### Record extracts
--- START ---
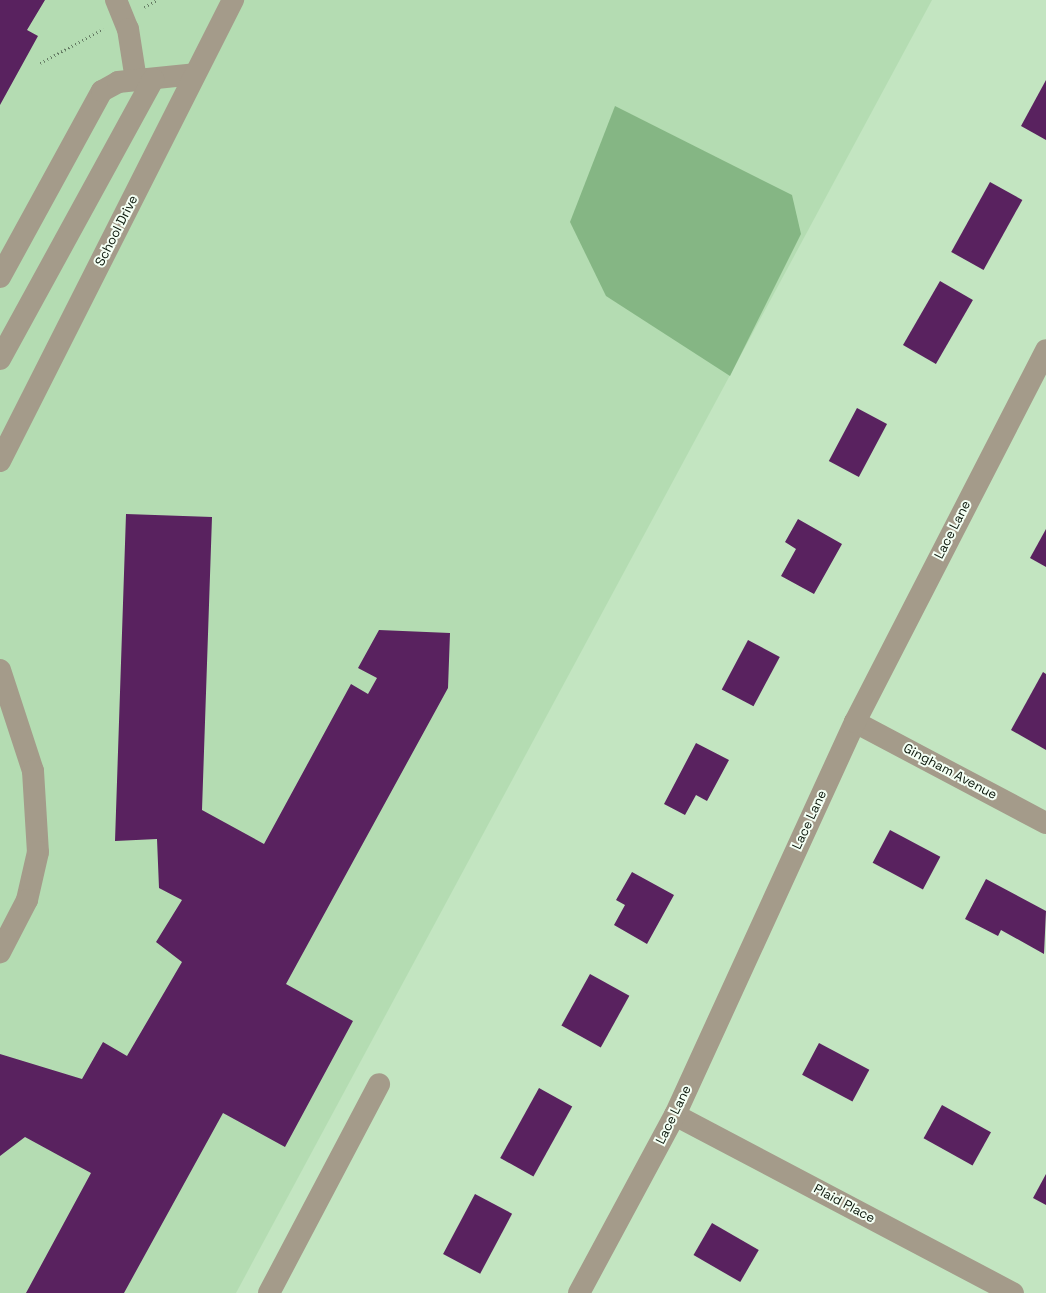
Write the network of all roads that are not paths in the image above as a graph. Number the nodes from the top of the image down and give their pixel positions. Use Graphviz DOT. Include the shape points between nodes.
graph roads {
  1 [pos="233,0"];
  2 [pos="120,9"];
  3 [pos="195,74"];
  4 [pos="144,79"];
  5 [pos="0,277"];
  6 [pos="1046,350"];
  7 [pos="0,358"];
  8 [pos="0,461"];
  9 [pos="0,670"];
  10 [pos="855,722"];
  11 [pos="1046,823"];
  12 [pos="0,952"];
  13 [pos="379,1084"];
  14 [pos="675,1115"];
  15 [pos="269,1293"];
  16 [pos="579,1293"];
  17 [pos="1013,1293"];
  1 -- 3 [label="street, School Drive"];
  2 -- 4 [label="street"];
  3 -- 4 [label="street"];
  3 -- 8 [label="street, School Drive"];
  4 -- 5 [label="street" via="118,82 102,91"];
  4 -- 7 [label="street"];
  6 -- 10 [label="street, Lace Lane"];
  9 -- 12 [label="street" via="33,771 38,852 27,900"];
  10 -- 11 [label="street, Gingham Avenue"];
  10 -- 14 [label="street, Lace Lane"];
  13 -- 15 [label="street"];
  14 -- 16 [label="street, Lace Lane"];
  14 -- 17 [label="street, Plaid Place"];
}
--- END ---
Print all records word for word, no images.

### Result
Write the network of all roads that are not paths in the image above as a graph. Number the nodes from the top of the image down and give their pixel positions. Use Graphviz DOT. Include the shape points between nodes.
graph roads {
  1 [pos="233,0"];
  2 [pos="120,9"];
  3 [pos="195,74"];
  4 [pos="144,79"];
  5 [pos="0,277"];
  6 [pos="1046,350"];
  7 [pos="0,358"];
  8 [pos="0,461"];
  9 [pos="0,670"];
  10 [pos="855,722"];
  11 [pos="1046,823"];
  12 [pos="0,952"];
  13 [pos="379,1084"];
  14 [pos="675,1115"];
  15 [pos="269,1293"];
  16 [pos="579,1293"];
  17 [pos="1013,1293"];
  1 -- 3 [label="street, School Drive"];
  2 -- 4 [label="street"];
  3 -- 4 [label="street"];
  3 -- 8 [label="street, School Drive"];
  4 -- 5 [label="street" via="118,82 102,91"];
  4 -- 7 [label="street"];
  6 -- 10 [label="street, Lace Lane"];
  9 -- 12 [label="street" via="33,771 38,852 27,900"];
  10 -- 11 [label="street, Gingham Avenue"];
  10 -- 14 [label="street, Lace Lane"];
  13 -- 15 [label="street"];
  14 -- 16 [label="street, Lace Lane"];
  14 -- 17 [label="street, Plaid Place"];
}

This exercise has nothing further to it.